Why would anyone ever be bothered to go to one?
There’s an election on, in case you hadn’t noticed. Politicians are fighting for their seats like 5-year-olds in a game of musical chairs. Except you believe the children, and they’re less boring to watch.
The real weighty issue, however, is not which way the vote will go in May, but more the heart-warming case of “Jane” who has rediscovered life now she’s a bit thinner thanks to Slimming World.
We got a flyer through our door yesterday with her wonderful story, advertising the fact that you too can lose some weight if you join this club. What first drew me in was the headline on the front of the leaflet:
because of Slimming World, life’s never been so good!
This is above a picture of a happy mother throwing her toddler in the air. Really? Wedding day? Birth of first child? Neither of these rank above losing a bit weight? Anyway, inside, the marketing continues with a small caption above her picture:
Jane Milner, 34, from Halifax, lost 2st 9lbs with Slimming World after the birth of baby Caitlin.
Now there’s two things wrong with that snippet.

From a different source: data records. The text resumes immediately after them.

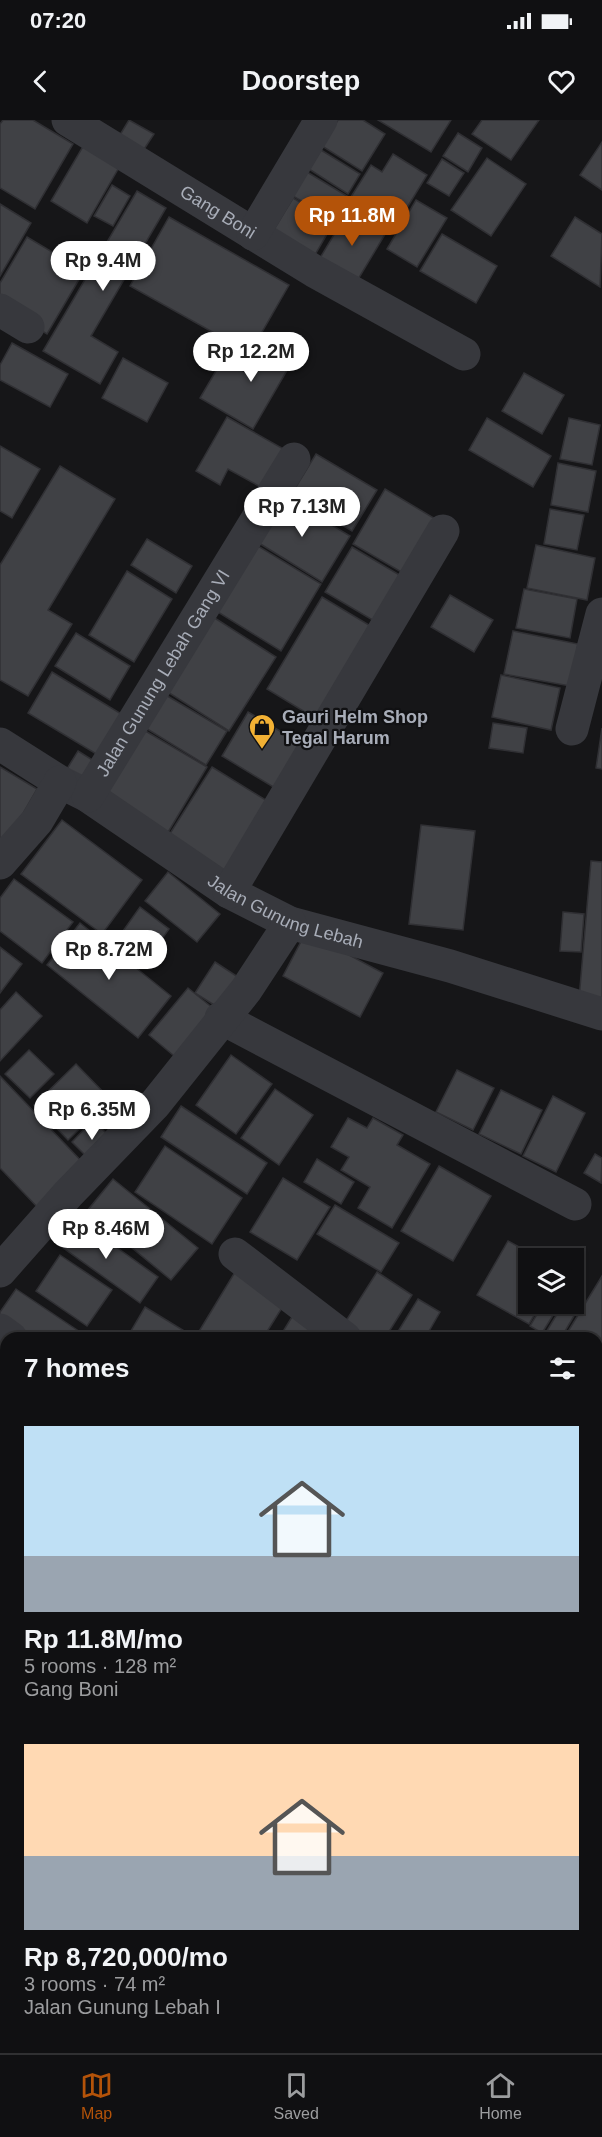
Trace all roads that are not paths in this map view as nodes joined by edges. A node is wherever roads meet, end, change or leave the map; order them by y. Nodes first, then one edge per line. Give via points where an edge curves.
1 (68, 120) edge
2 (321, 120) edge
3 (253, 234) junction
4 (0, 309) edge
5 (28, 327) dead end
6 (464, 354) dead end
7 (294, 459) dead end
8 (443, 531) dead end
9 (602, 614) edge
10 (572, 729) dead end
11 (0, 744) edge
12 (60, 782) junction
13 (88, 796) junction
14 (0, 863) edge
15 (229, 892) junction
16 (290, 923) junction
17 (602, 1014) edge
18 (222, 1018) junction
19 (575, 1204) dead end
20 (235, 1254) dead end
21 (0, 1271) edge
22 (337, 1332) edge

1 - 3 street, Gang Boni
2 - 3 street
3 - 6 street, Gang Boni
4 - 5 street
7 - 13 street, Jalan Gunung Lebah Gang VI
8 - 15 street
9 - 10 street
11 - 12 street, Jalan Gunung Lebah
12 - 13 street, Jalan Gunung Lebah
12 - 14 street via 37,821
13 - 15 street, Jalan Gunung Lebah
15 - 16 street, Jalan Gunung Lebah
16 - 17 street, Jalan Gunung Lebah via 450,966
16 - 18 street via 246,990
18 - 19 street
18 - 21 street via 155,1104
20 - 22 street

Firstly, why are they always from bloody Halifax? Every competition winner or true-life story that gets bandied about always contains somebody hailing from Halifax. What is it about that town? Looking at this woman I find it hard to picture her pottering around a village in West Yorkshire and calling everyone “duck”. Are you really from there or is that a fib because it sounds more appealing to the fat commoners than your real home in Henley-on-Thames?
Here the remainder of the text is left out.